Saved data entries:
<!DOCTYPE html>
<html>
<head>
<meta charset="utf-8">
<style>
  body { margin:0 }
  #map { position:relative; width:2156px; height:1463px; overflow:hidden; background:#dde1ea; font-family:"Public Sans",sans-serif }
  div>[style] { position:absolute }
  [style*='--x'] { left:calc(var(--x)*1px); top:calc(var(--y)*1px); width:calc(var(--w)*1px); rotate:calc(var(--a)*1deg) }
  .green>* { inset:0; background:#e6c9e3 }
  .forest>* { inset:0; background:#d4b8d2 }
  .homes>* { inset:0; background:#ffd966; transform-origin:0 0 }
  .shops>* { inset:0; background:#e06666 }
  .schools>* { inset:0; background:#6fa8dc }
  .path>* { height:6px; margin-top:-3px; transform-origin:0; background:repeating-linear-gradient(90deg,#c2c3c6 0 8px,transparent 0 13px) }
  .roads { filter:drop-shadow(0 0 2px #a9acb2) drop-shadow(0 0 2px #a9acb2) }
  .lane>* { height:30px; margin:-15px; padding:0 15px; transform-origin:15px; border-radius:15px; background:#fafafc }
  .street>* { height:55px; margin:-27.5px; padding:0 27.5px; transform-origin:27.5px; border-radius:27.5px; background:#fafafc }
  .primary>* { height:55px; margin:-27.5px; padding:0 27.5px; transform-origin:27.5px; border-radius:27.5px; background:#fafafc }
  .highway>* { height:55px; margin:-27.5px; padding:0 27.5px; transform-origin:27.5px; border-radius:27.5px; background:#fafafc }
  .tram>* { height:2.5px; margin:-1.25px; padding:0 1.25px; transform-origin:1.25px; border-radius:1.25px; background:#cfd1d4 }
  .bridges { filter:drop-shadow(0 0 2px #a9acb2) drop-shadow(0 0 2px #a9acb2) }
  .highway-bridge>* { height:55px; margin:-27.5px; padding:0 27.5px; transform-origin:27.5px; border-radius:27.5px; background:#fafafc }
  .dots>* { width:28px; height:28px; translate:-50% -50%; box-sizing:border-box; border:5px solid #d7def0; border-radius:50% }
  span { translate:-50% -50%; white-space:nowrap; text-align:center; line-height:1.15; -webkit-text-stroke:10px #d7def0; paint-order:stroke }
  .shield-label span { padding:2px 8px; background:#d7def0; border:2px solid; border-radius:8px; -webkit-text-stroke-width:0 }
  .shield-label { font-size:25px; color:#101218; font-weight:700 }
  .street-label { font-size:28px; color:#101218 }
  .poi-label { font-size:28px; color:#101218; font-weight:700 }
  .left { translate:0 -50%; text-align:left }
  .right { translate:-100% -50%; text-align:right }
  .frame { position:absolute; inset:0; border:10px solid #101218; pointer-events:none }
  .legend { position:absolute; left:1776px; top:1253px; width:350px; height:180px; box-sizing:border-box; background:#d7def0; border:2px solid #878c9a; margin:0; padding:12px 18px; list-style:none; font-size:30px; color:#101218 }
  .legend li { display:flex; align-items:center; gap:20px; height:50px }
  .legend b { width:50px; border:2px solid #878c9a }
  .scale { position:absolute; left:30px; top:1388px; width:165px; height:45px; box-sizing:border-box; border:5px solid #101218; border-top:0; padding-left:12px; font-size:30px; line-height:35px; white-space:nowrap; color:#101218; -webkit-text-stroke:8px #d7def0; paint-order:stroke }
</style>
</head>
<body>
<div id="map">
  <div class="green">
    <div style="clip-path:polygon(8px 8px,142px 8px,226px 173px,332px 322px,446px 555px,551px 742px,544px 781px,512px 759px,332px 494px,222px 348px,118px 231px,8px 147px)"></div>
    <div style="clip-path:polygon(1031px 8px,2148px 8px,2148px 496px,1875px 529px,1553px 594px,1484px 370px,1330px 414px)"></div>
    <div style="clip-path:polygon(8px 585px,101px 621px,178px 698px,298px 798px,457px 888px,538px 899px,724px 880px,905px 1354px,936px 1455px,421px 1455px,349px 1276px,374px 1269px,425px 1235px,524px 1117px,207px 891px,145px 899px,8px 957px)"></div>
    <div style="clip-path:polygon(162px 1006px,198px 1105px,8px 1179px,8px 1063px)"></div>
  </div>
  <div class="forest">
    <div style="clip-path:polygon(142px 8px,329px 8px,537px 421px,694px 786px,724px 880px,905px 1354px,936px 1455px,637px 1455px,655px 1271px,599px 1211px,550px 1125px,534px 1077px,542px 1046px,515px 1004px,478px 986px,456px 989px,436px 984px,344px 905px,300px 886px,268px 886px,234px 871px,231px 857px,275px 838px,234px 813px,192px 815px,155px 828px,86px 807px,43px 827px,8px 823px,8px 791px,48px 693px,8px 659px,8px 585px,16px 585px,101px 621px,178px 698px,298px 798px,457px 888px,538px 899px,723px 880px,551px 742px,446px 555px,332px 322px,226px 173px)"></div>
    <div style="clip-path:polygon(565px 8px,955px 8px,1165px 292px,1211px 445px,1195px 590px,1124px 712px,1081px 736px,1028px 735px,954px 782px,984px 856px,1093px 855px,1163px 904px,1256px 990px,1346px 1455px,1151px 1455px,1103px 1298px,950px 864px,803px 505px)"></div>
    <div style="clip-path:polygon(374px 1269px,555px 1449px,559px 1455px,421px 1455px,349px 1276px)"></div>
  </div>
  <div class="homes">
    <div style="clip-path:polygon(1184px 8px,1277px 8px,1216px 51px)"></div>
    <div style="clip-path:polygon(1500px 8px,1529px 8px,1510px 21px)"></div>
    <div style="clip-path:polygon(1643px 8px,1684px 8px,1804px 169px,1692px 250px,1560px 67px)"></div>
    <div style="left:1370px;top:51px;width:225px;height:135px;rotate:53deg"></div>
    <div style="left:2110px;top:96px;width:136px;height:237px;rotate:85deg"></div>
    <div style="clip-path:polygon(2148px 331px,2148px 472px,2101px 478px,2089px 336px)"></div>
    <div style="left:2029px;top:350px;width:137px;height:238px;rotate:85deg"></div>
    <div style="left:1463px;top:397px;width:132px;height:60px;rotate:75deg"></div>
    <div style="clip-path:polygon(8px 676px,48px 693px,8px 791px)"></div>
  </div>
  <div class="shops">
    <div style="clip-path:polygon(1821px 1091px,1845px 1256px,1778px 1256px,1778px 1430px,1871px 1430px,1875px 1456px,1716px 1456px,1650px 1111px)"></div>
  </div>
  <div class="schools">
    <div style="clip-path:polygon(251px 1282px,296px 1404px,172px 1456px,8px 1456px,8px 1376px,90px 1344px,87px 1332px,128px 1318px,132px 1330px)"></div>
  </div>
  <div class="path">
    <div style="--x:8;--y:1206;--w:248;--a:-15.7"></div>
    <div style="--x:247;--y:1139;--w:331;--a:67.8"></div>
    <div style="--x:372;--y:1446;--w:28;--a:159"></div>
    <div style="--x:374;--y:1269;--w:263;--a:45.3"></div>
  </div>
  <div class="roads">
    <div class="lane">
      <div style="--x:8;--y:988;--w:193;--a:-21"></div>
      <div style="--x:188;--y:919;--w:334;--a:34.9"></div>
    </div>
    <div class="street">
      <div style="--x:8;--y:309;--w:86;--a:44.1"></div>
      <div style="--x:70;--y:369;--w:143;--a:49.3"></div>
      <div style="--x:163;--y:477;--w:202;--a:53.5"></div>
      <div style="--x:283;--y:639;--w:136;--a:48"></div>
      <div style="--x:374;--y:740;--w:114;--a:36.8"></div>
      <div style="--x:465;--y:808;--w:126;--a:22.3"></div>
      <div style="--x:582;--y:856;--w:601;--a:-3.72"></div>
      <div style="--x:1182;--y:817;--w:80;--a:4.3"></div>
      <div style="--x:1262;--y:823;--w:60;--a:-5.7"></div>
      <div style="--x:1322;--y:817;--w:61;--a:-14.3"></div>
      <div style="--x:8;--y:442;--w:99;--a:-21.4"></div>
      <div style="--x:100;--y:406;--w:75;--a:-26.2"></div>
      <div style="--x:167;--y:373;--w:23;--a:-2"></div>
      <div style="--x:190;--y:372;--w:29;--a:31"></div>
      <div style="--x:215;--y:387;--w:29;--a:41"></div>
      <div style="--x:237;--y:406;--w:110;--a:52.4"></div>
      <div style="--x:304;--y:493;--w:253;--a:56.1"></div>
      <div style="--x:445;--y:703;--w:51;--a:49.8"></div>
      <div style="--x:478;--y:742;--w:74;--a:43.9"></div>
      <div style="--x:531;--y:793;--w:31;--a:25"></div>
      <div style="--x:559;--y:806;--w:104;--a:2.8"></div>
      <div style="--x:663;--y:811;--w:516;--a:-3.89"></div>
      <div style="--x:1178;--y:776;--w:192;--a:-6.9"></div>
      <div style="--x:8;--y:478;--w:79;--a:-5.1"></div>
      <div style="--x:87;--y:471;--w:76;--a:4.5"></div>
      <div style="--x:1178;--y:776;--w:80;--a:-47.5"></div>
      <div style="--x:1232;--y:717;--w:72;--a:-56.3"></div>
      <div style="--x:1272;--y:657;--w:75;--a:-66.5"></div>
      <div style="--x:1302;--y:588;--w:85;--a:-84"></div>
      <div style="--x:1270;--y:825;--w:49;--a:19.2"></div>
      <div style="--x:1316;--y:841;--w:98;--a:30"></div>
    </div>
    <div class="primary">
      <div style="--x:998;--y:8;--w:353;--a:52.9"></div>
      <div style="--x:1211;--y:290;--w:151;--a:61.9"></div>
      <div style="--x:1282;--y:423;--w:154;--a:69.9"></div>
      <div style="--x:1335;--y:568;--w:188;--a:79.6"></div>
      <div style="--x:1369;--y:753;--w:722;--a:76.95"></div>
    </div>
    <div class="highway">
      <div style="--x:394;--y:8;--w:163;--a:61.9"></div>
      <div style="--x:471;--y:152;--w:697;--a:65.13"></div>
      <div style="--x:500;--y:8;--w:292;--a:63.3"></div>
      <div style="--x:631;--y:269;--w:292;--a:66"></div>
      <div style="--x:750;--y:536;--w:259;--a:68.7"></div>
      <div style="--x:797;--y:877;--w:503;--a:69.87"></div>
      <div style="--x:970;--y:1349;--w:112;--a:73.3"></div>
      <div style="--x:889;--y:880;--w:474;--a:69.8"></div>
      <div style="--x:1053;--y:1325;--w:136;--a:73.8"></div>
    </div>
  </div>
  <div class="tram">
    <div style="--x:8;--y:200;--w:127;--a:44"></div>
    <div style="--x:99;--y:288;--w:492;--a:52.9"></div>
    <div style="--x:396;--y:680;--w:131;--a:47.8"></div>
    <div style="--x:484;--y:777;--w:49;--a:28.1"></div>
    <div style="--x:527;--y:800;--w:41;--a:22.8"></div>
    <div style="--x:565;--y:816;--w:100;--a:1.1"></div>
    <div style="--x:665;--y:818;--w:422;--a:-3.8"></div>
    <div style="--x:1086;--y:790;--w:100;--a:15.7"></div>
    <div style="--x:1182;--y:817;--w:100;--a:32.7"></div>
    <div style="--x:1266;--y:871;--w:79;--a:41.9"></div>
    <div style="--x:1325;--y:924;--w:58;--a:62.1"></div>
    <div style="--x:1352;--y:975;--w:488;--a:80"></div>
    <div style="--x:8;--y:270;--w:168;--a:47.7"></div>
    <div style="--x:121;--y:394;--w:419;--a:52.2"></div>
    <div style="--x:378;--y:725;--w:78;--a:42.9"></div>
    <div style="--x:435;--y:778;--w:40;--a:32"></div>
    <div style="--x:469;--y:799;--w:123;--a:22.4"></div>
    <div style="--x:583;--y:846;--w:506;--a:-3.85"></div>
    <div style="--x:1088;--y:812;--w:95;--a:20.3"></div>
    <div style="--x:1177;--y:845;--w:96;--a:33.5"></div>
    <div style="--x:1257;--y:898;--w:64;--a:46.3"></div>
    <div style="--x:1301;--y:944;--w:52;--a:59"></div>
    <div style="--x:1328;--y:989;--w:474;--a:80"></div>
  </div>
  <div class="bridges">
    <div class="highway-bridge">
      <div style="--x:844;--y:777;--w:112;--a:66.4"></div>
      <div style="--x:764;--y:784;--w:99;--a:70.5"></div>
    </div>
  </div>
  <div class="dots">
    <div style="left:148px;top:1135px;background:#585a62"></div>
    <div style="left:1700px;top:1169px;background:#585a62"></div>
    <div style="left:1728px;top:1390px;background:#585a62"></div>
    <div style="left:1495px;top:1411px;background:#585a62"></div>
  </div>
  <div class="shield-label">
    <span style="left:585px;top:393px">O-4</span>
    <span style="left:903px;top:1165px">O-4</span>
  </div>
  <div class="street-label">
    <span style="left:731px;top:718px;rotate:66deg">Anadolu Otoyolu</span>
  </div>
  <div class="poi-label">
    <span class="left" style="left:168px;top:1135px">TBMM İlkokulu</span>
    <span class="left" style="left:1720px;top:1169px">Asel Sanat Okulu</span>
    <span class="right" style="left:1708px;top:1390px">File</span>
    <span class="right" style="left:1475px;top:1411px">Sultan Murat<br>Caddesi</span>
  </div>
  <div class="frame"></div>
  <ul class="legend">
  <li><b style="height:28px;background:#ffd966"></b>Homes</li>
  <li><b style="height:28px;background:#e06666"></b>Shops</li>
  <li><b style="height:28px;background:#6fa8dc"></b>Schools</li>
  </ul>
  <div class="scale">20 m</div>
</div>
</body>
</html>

What you need to do: In the entries above, one line contains "font-size:25px; color:#101218; font-weight:700" and another contains "display:flex; align-items:center; gap:20px;". Reproduce exactly those two lines and the lines between them, nothing else.

Written answer:
  .shield-label { font-size:25px; color:#101218; font-weight:700 }
  .street-label { font-size:28px; color:#101218 }
  .poi-label { font-size:28px; color:#101218; font-weight:700 }
  .left { translate:0 -50%; text-align:left }
  .right { translate:-100% -50%; text-align:right }
  .frame { position:absolute; inset:0; border:10px solid #101218; pointer-events:none }
  .legend { position:absolute; left:1776px; top:1253px; width:350px; height:180px; box-sizing:border-box; background:#d7def0; border:2px solid #878c9a; margin:0; padding:12px 18px; list-style:none; font-size:30px; color:#101218 }
  .legend li { display:flex; align-items:center; gap:20px; height:50px }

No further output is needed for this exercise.